Hubo, qué duda cabe, en los Estados Unidos, grandes hombres, grandes militares y grandes políticos, personajes como George Washington, Abraham Lincoln, Wilson y, especialmente, Theodor D. Roosevelt, el gran líder de los aliados, que, de no haber fallecido nada más iniciar su cuarto mandato, en abril de 1945, habría podido dar, finalizada la contienda, una esperanza al mundo; podría haberlo hecho Henry Wallace, formado políticamente con Roosevelt. Pero, una vez más la demagogia se impuso; Wallace fue tildado de comunista, y el pueblo vil sacó de su casa a un felón, Truman, el tonto útil, que no contaba, y, con las turbias maniobras a que nos tiene acostumbrados, lo alzó a la presidencia, y él no tuvo reparos a la hora de apretar la espoleta de la bomba atómica, primero en Hiroshima, y por segunda vez en Nagasaki (podía haber elegido un pueblo simbólico, pero es evidente que jugaban a lo grande). Los cientos de miles de muertos los justificaron, esta vez sí, con las hipotéticas bajas (calcularon por encima de dos millones) que habría costado doblegar a Japón).
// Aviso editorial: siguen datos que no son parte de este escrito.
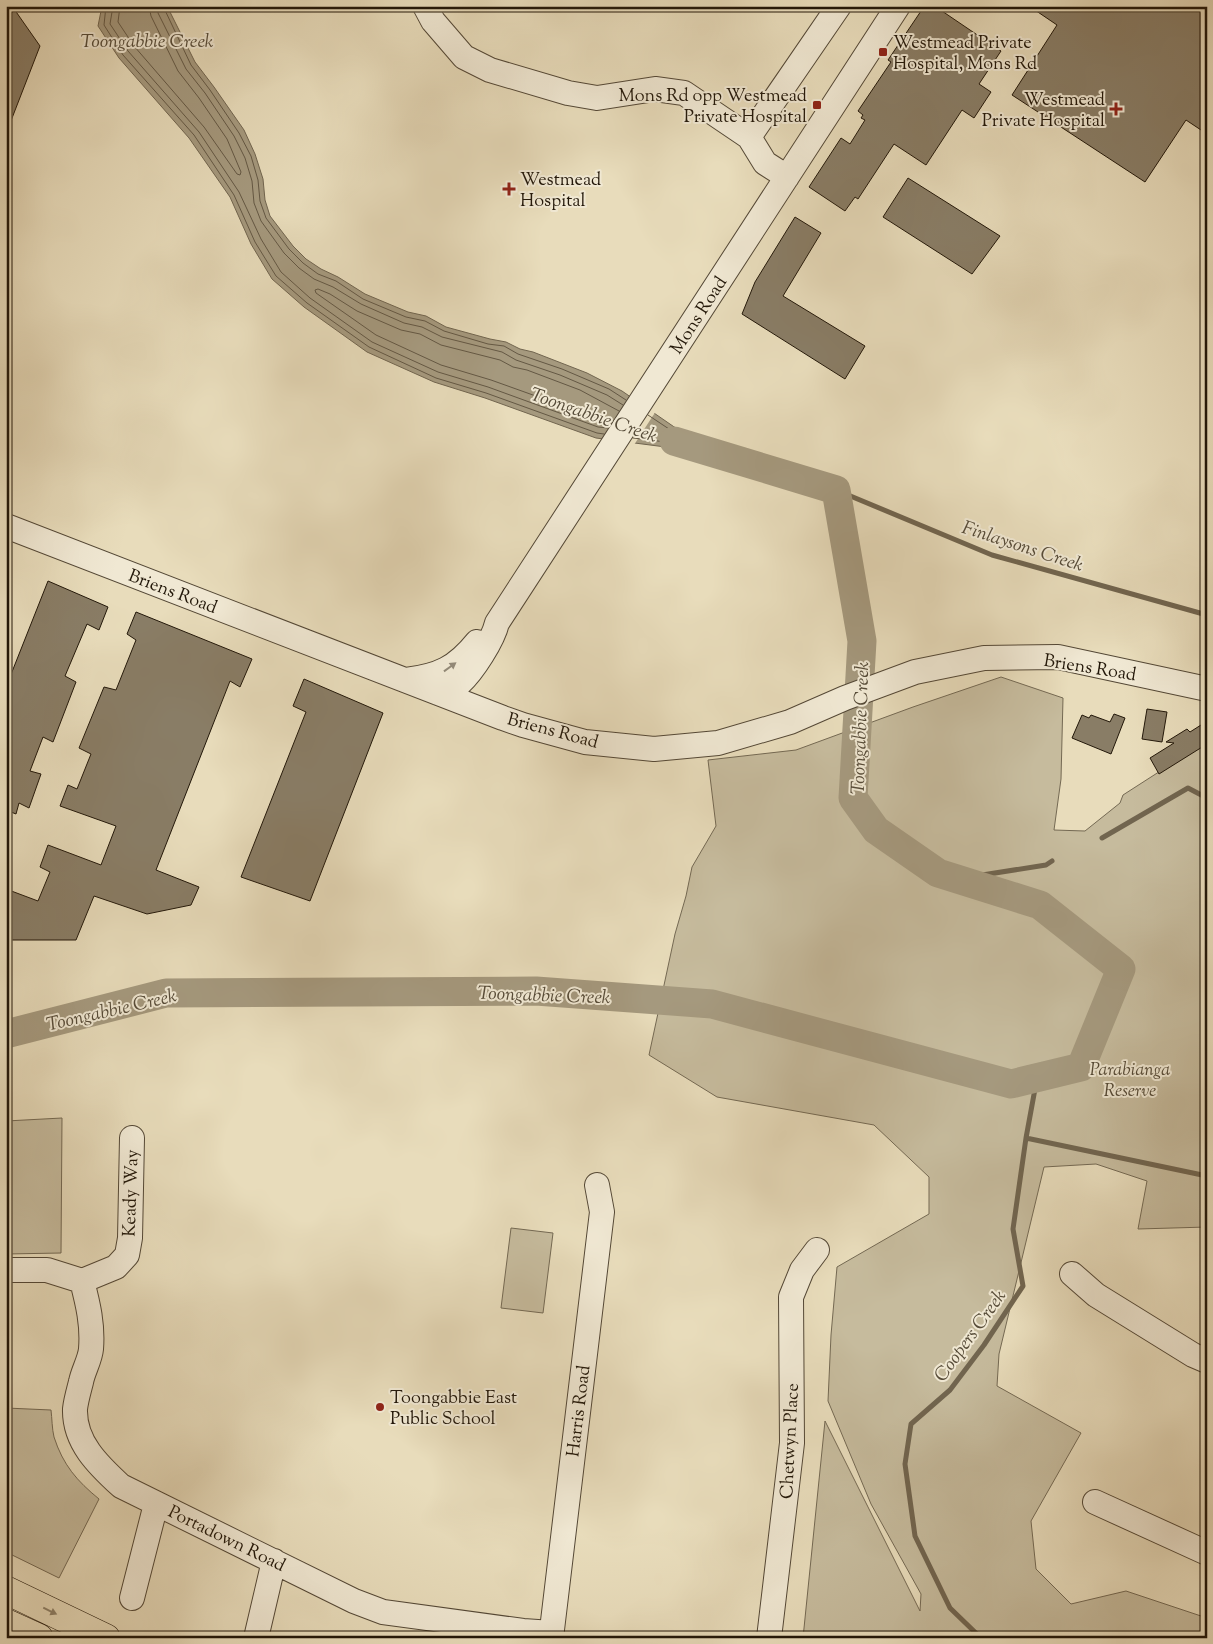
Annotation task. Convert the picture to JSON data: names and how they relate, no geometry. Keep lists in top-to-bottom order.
{
  "streets": {
    "street": [
      "Mons Road",
      "Briens Road",
      "Keady Way",
      "Harris Road",
      "Chetwyn Place",
      "Portadown Road"
    ]
  },
  "crossings": [
    ["Mons Road", "Briens Road"],
    ["Keady Way", "Portadown Road"],
    ["Harris Road", "Portadown Road"]
  ],
  "water": ["Toongabbie Creek", "Finlaysons Creek", "Coopers Creek"],
  "parks": ["Parabianga Reserve"],
  "places": {
    "transit": ["Westmead Private Hospital, Mons Rd", "Mons Rd opp Westmead Private Hospital"],
    "health": ["Westmead Private Hospital", "Westmead Hospital"],
    "other": ["Toongabbie East Public School"]
  }
}
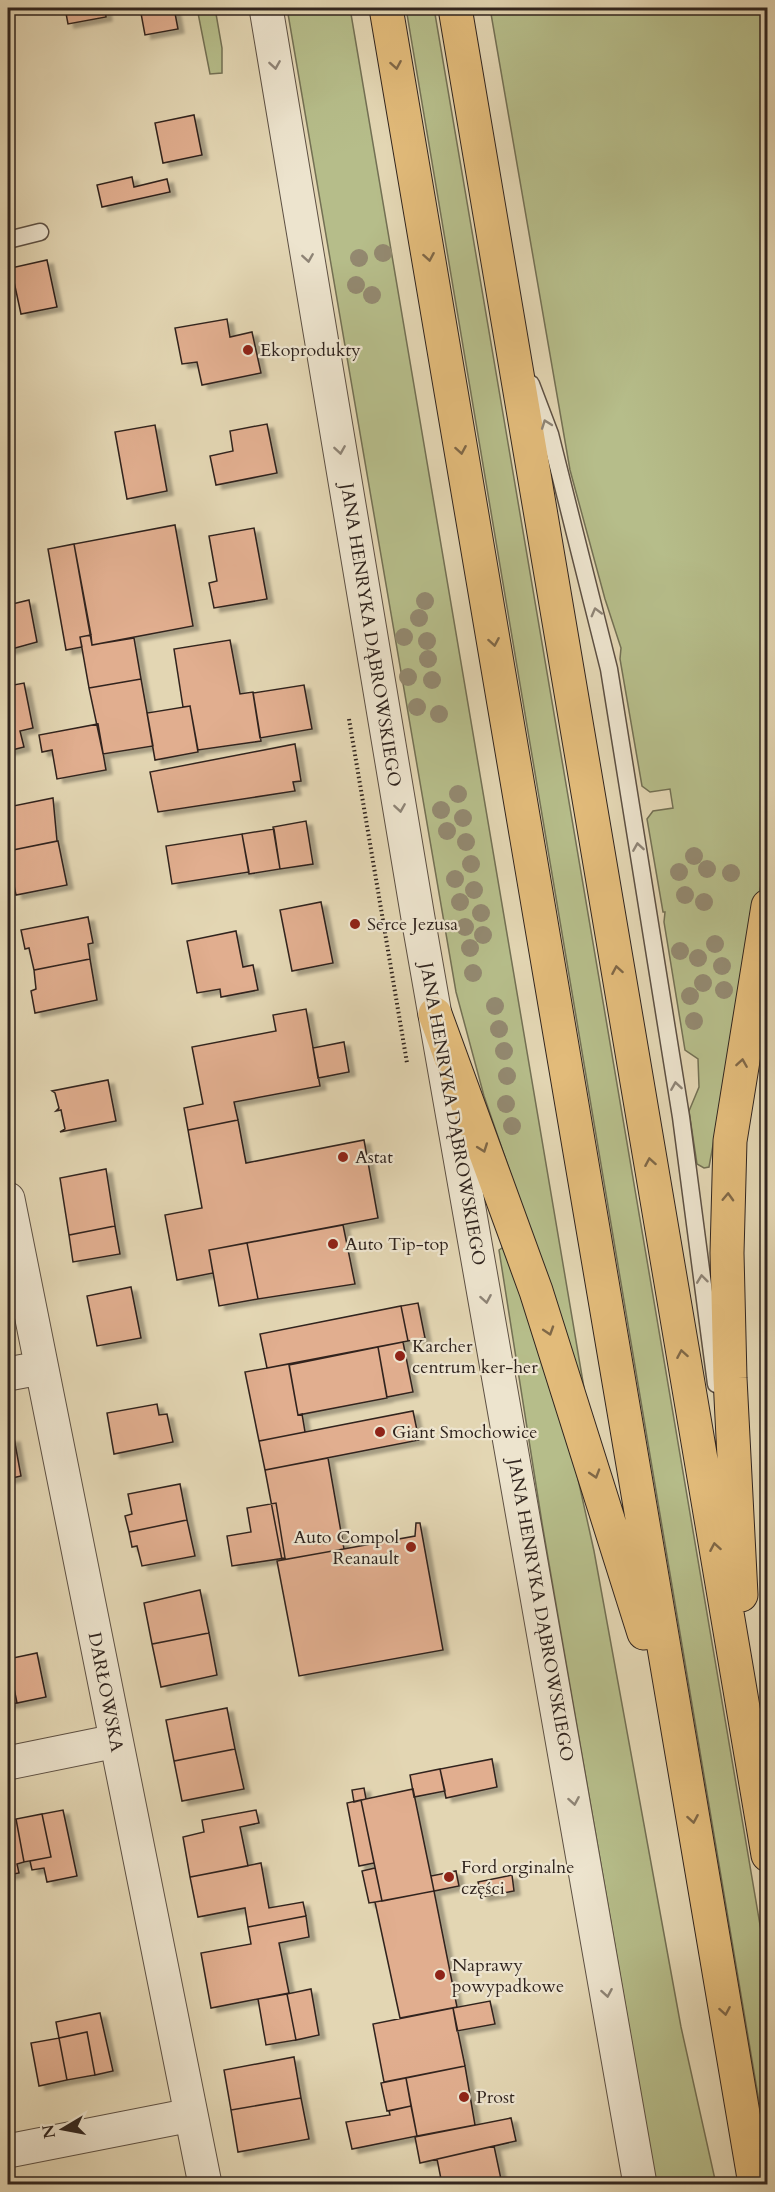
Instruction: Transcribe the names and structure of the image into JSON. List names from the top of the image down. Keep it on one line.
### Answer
{"streets":{"street":["JANA HENRYKA DĄBROWSKIEGO","DARŁOWSKA"]},"one_way":["JANA HENRYKA DĄBROWSKIEGO"],"places":["Ekoprodukty","Serce Jezusa","Astat","Auto Tip-top","Karcher centrum ker-her","Giant Smochowice","Auto Compol Reanault","Ford orginalne części","Naprawy powypadkowe","Prost"],"north":"left"}
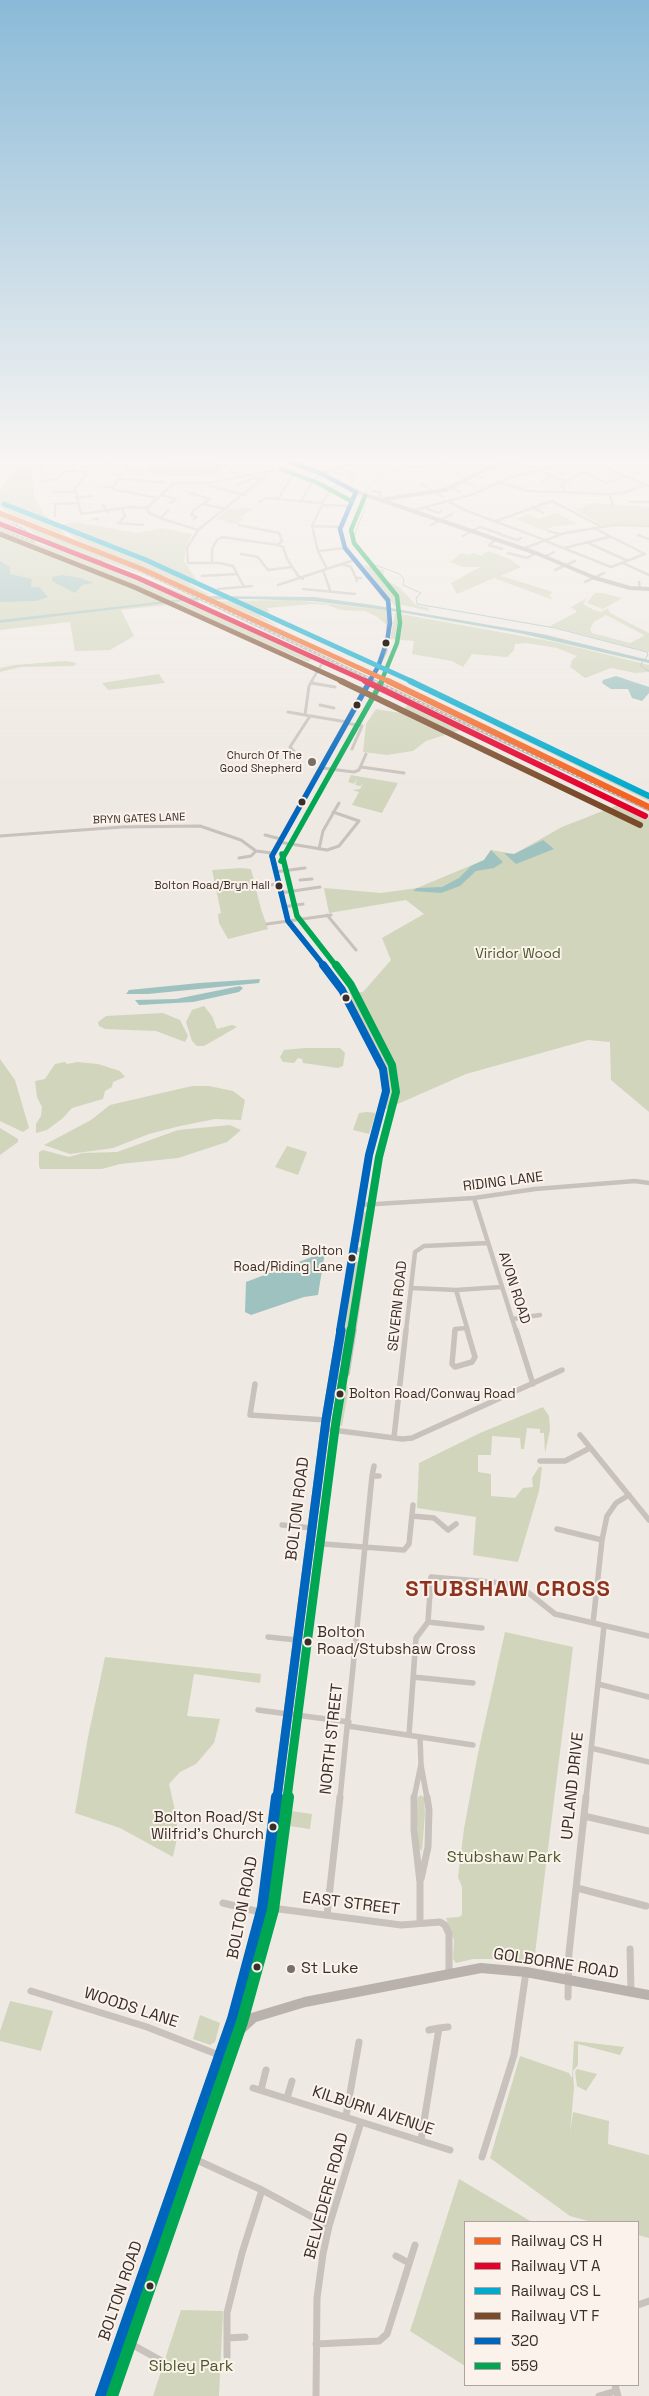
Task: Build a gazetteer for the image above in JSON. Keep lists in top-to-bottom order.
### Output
{
  "streets": {
    "main road": ["BOLTON ROAD", "GOLBORNE ROAD"],
    "street": [
      "BRYN GATES LANE",
      "RIDING LANE",
      "AVON ROAD",
      "SEVERN ROAD",
      "NORTH STREET",
      "UPLAND DRIVE",
      "EAST STREET",
      "WOODS LANE",
      "KILBURN AVENUE",
      "BELVEDERE ROAD"
    ]
  },
  "crossings": [
    ["BRYN GATES LANE", "BOLTON ROAD"],
    ["RIDING LANE", "AVON ROAD"],
    ["RIDING LANE", "BOLTON ROAD"],
    ["AVON ROAD", "SEVERN ROAD"],
    ["BOLTON ROAD", "EAST STREET"],
    ["BOLTON ROAD", "GOLBORNE ROAD"],
    ["BOLTON ROAD", "WOODS LANE"],
    ["NORTH STREET", "EAST STREET"],
    ["UPLAND DRIVE", "GOLBORNE ROAD"],
    ["EAST STREET", "GOLBORNE ROAD"],
    ["KILBURN AVENUE", "BELVEDERE ROAD"]
  ],
  "districts": ["STUBSHAW CROSS"],
  "parks": ["Viridor Wood", "Stubshaw Park", "Sibley Park"],
  "places": [
    "Church Of The Good Shepherd",
    "Bolton Road/Bryn Hall",
    "Bolton Road/Riding Lane",
    "Bolton Road/Conway Road",
    "Bolton Road/Stubshaw Cross",
    "Bolton Road/St Wilfrid's Church",
    "St Luke"
  ],
  "lines": ["transit line 320", "transit line 559"],
  "legend": [
    "Railway CS H",
    "Railway VT A",
    "Railway CS L",
    "Railway VT F",
    "320",
    "559"
  ]
}
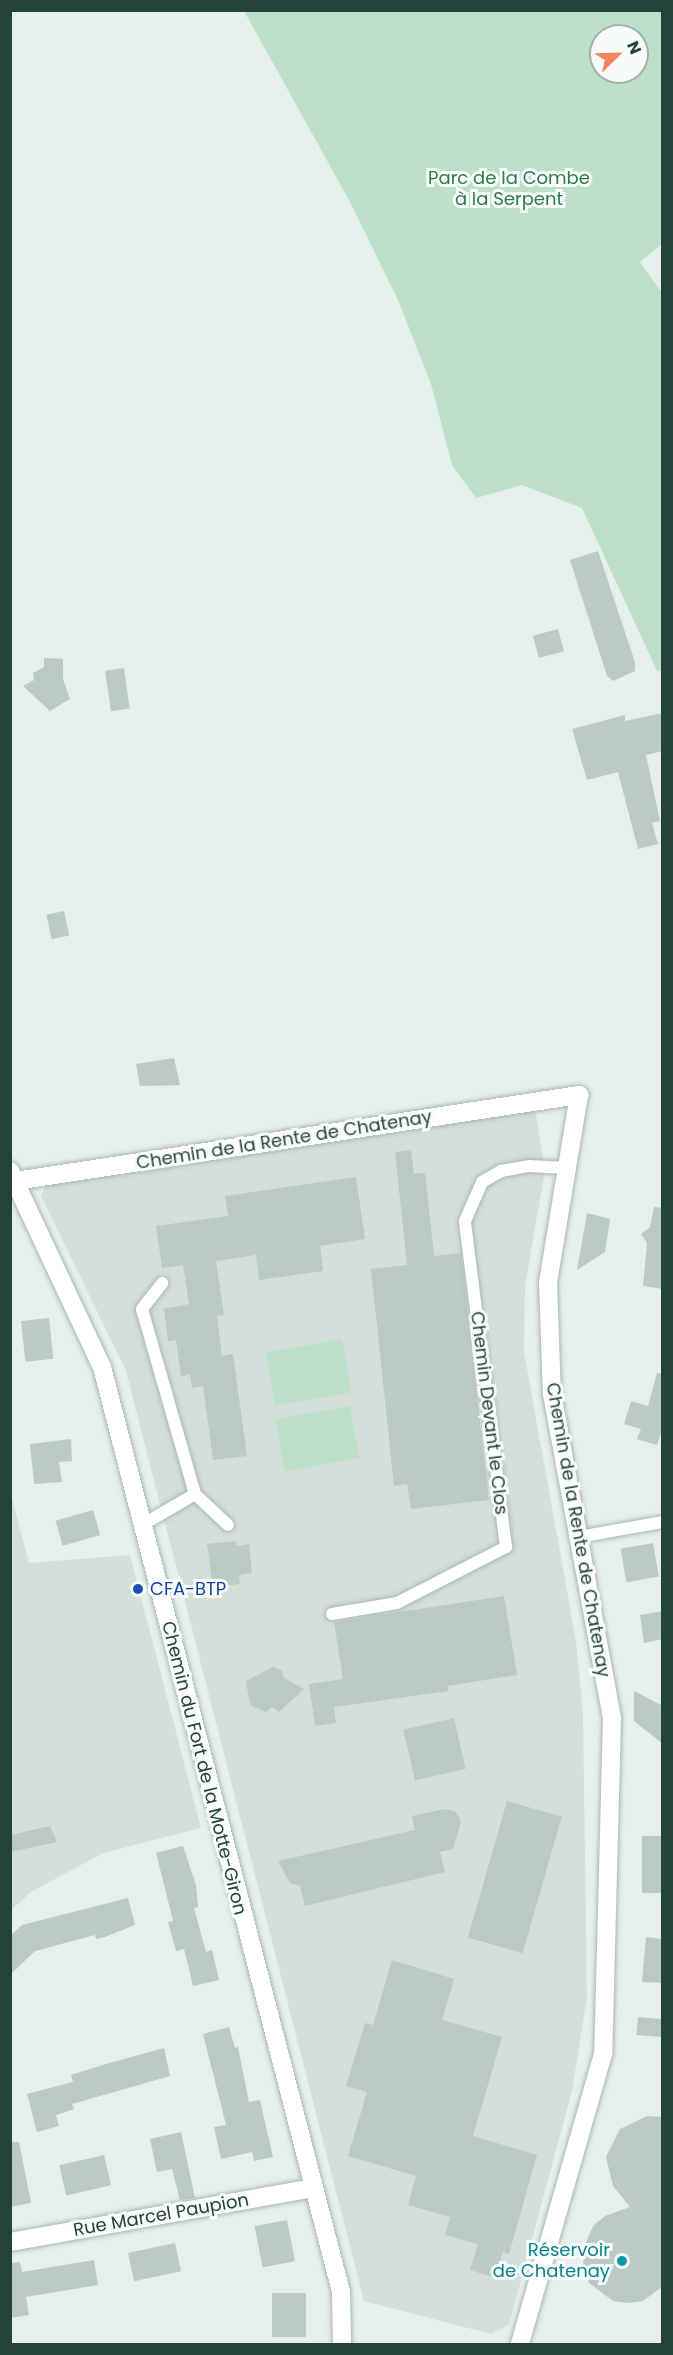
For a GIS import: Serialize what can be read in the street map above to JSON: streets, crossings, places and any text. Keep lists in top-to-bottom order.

Y eso fue todo, y después la paz de los cementerios y la gloria de erigirse en Gendarme de la Paz Mundial. 
Lo que veíamos seguía sin gustarnos nada, Mac Arthur y La caza de brujas, Corea, Cuba, Vietnam, Kissinger, Argentina, Chile, y, por medio, la poderosísima industria armamentística, el señor del Rifle, el Ku Klux Klan y el supremacismo, los dólares, Reagan zapando el poderío soviético, y, ya convertidos en los dueños y señores del mundo, y sin nadie capaz de toserles, las mentiras (iba a decir 'bulos', pero dejo el palabro a los 'sanchistas'), las grandes mentiras de nuestra época; las dos  guerras de Iraq, con aquellos tontos útiles del trío de las Azores, perfectamente dirigidos por Bush senior y junior. La cosa empezó a apestar. Luego vino Putin y su repugnante oligarquía: el nuevo zar de todas las Rusias, punta de lanza de un sistema monolítico, experto en venenos varios, y amparado en sus glamurosos desfiles de la Plaza Roja, respaldados por sus viejas momias cargadas de medallas. Y pasó lo que tenía que pasar. La obsesión por recobrar el viejo sueño: Estonia, Letonia, Lituania, Ucrania, Georgia, y, de poder ser, pues eso: Bulgaria, Rumanía, Finlandia, Suecia, Polonia y Afganistán. Y empezó por el bocado más ansiado…, ignorando que la juventud actual pasa de guerras y que Rusia es un país odiado por sus métodos perversos.
En Europa seguía la OTAN, pero lo que había hecho engrandecerse a la Unión Europea era el comercio y la industria, los emigrantes llegados del mundo entero buscando una salida a sus vidas, igual que habían hecho los irlandeses –ancestros de Trump– un siglo antes. La Europa de los Mercaderes, harta de guerras, no se había preocupado de crear un ejército; era su punto flaco. Y de eso era consciente el nuevo oligarca aventurero, convertido en el nuevo Mussolini (vean su curiosa gesticulación, aprendida probablemente en Wagner), que se alía con el diablo, siempre que éste tenga cuantiosos haberes y carezca de escrúpulos. Y es que, en el fondo, al flamante presidente le falta majestad, aunque se haga flanquear por su zarevich; le sobra petulancia, y no es capaz de entender que «mucho ha de correr un númida para pillar a un romano».